From: philippe.orlent at pandora.be (Philippe Orlent)
Date: Fri May 7 01:34:58 2004

IMO it's very simple: shooting/composing strong colour images is much harder
than B&W. It's another parameter that makes it more difficult to "guide the
eye" of the spectator.

> From: "B. D. Colen" <bdcolen@earthlink.net>
> Reply-To: Leica Users Group <lug@leica-users.org>
> Date: Thu, 6 May 2004 20:20:44 -0400
> To: "'Leica Users Group'" <lug@leica-users.org>
> Subject: RE: [Leica] There is more to light than how bright it is...
> 
> Fascinating.
> 
> -----Original Message-----
> From: lug-bounces+bdcolen=earthlink.net@leica-users.org
> [mailto:lug-bounces+bdcolen=earthlink.net@leica-users.org] On Behalf Of
> Tim Atherton
> Sent: Thursday, May 06, 2004 7:52 PM
> To: Leica Users Group
> Subject: RE: [Leica] There is more to light than how bright it is...
> 
> 
> 
>> Yes, it's true that had color film been invented first, we would
>> probably not have monochrome film - or if we had it, it would simply
>> be a novelty. But that's irrelevant, because black and white film was
>> invented first, and black and white iconic images are what we
>> ultimately judge all photography against.
>> 
>> Certainly there are some subjects that are inherently "color"
>> subjects. But there are many, many that are not. Imagine Salgado's
>> work in color...Imagine Eugene Smith's...
> 
> Recently I've been feeling my understanding of b&w and colour in
> photography to be somewhat unsatisfactory and superficial - based as it
> was one the clothes/soul analogy.
> 
> I read a wonderful little book called "Chromophobia" about the fear of
> colour in the history/practice of art and it certainly got me thinking
> 
> It has caused me to examine much more about how I work (or can work) in
> colour.
> 
> The basic thesis is that in western art there has been a prejudice
> towards and fear of colour. He follows a historic thread through on
> this.
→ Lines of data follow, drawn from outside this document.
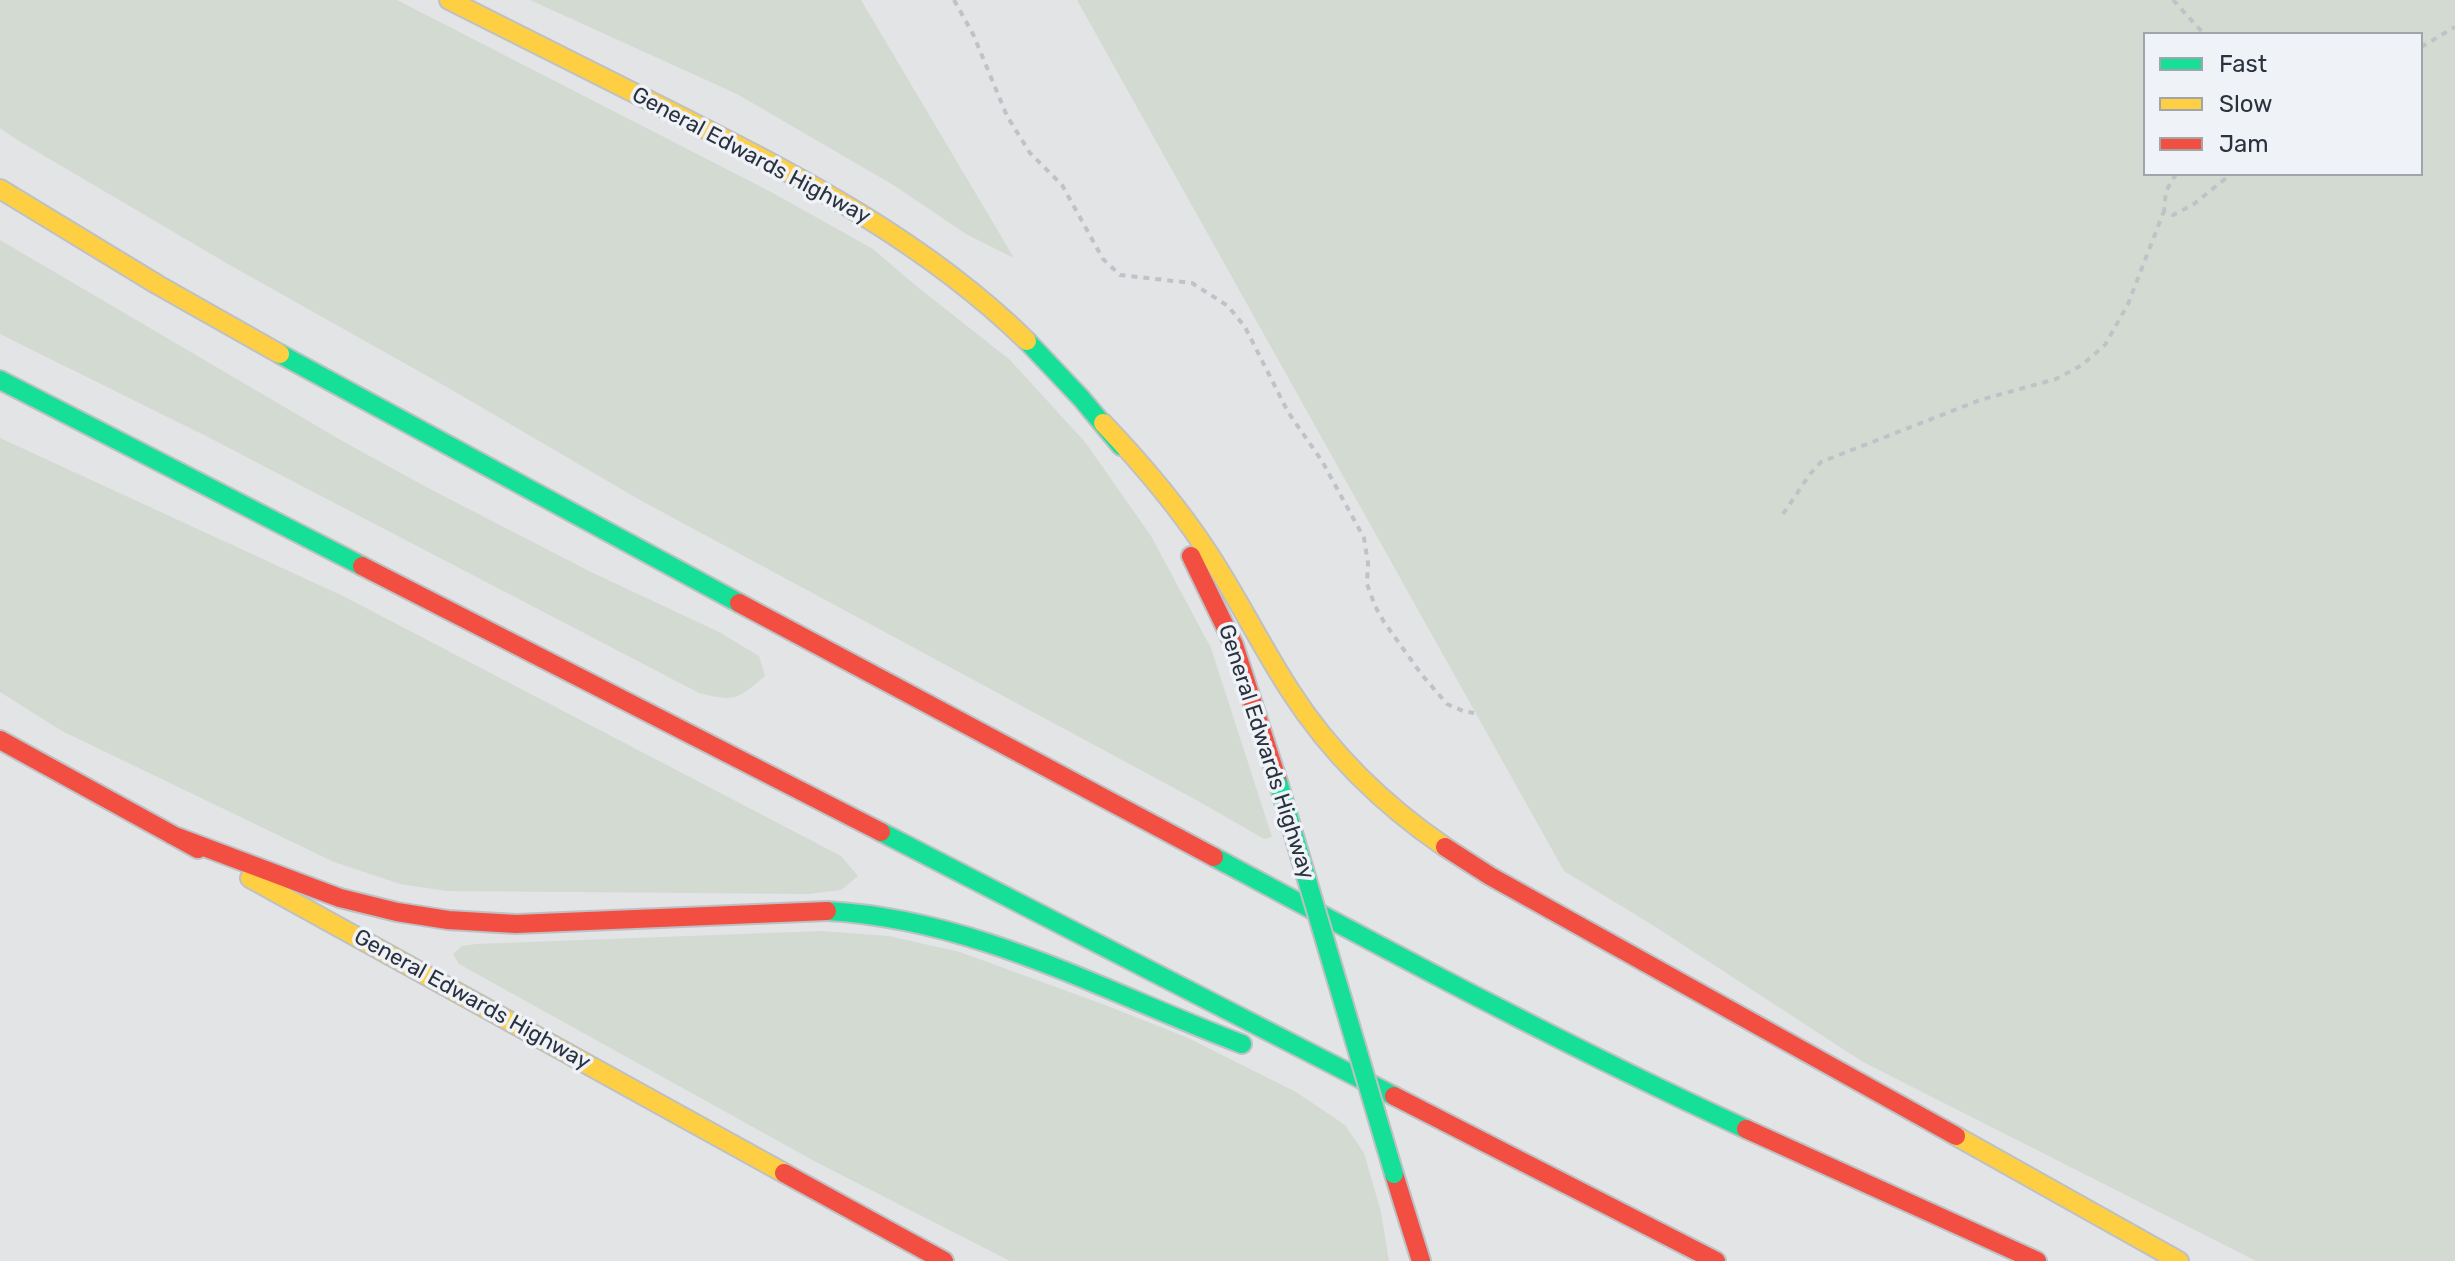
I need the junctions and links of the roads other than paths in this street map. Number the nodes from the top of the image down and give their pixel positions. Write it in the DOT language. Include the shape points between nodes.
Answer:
graph roads {
  1 [pos="449,0"];
  2 [pos="0,189"];
  3 [pos="0,380"];
  4 [pos="1103,423"];
  5 [pos="0,740"];
  6 [pos="172,835"];
  7 [pos="1398,1098"];
  8 [pos="1420,1259"];
  9 [pos="944,1261"];
  10 [pos="1716,1261"];
  11 [pos="2037,1261"];
  12 [pos="2179,1261"];
  1 -- 4 [label="main road, General Edwards Highway" via="786,170 880,225 992,308"];
  2 -- 11 [label="main road" via="362,401 1402,958 1685,1101"];
  3 -- 7 [label="main road"];
  4 -- 8 [label="main road, General Edwards Highway, bridge" via="1168,515 1209,590 1248,683"];
  4 -- 12 [label="main road" via="1189,524 1318,730 1362,779 1422,832 1480,870"];
  5 -- 6 [label="main road, General Edwards Highway"];
  6 -- 7 [label="main road" via="328,894 448,920 533,923 803,910 930,925 1029,957 1223,1037"];
  6 -- 9 [label="main road, General Edwards Highway"];
  7 -- 10 [label="main road"];
}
The Soul/Cloths statement is in a direct line that goes back to
> Plato's prejudices on this. The primacy of line and form over colour,
> colour being "merely" cosmetic or surface. The child who is told in
> Kindergarten they must "colour in between the lines" (interestingly my
> wife's mother - who was an artist in her own right, banned colour in the
> lines colouring books from the home when she was growing up...), the
> hierarchies of colours in art text books and colour theory in art
> education over the last 150+ years, How the human, earthy colours of
> Rembrandt are much more acceptable than the gaudy, sensual, tempting
> colours of the East, Corbusiers "banishment" of colour after an
> experience at the Parthenon (having been seduced by colour in the
> Orient) and more - and how in much art (and certainly in photography)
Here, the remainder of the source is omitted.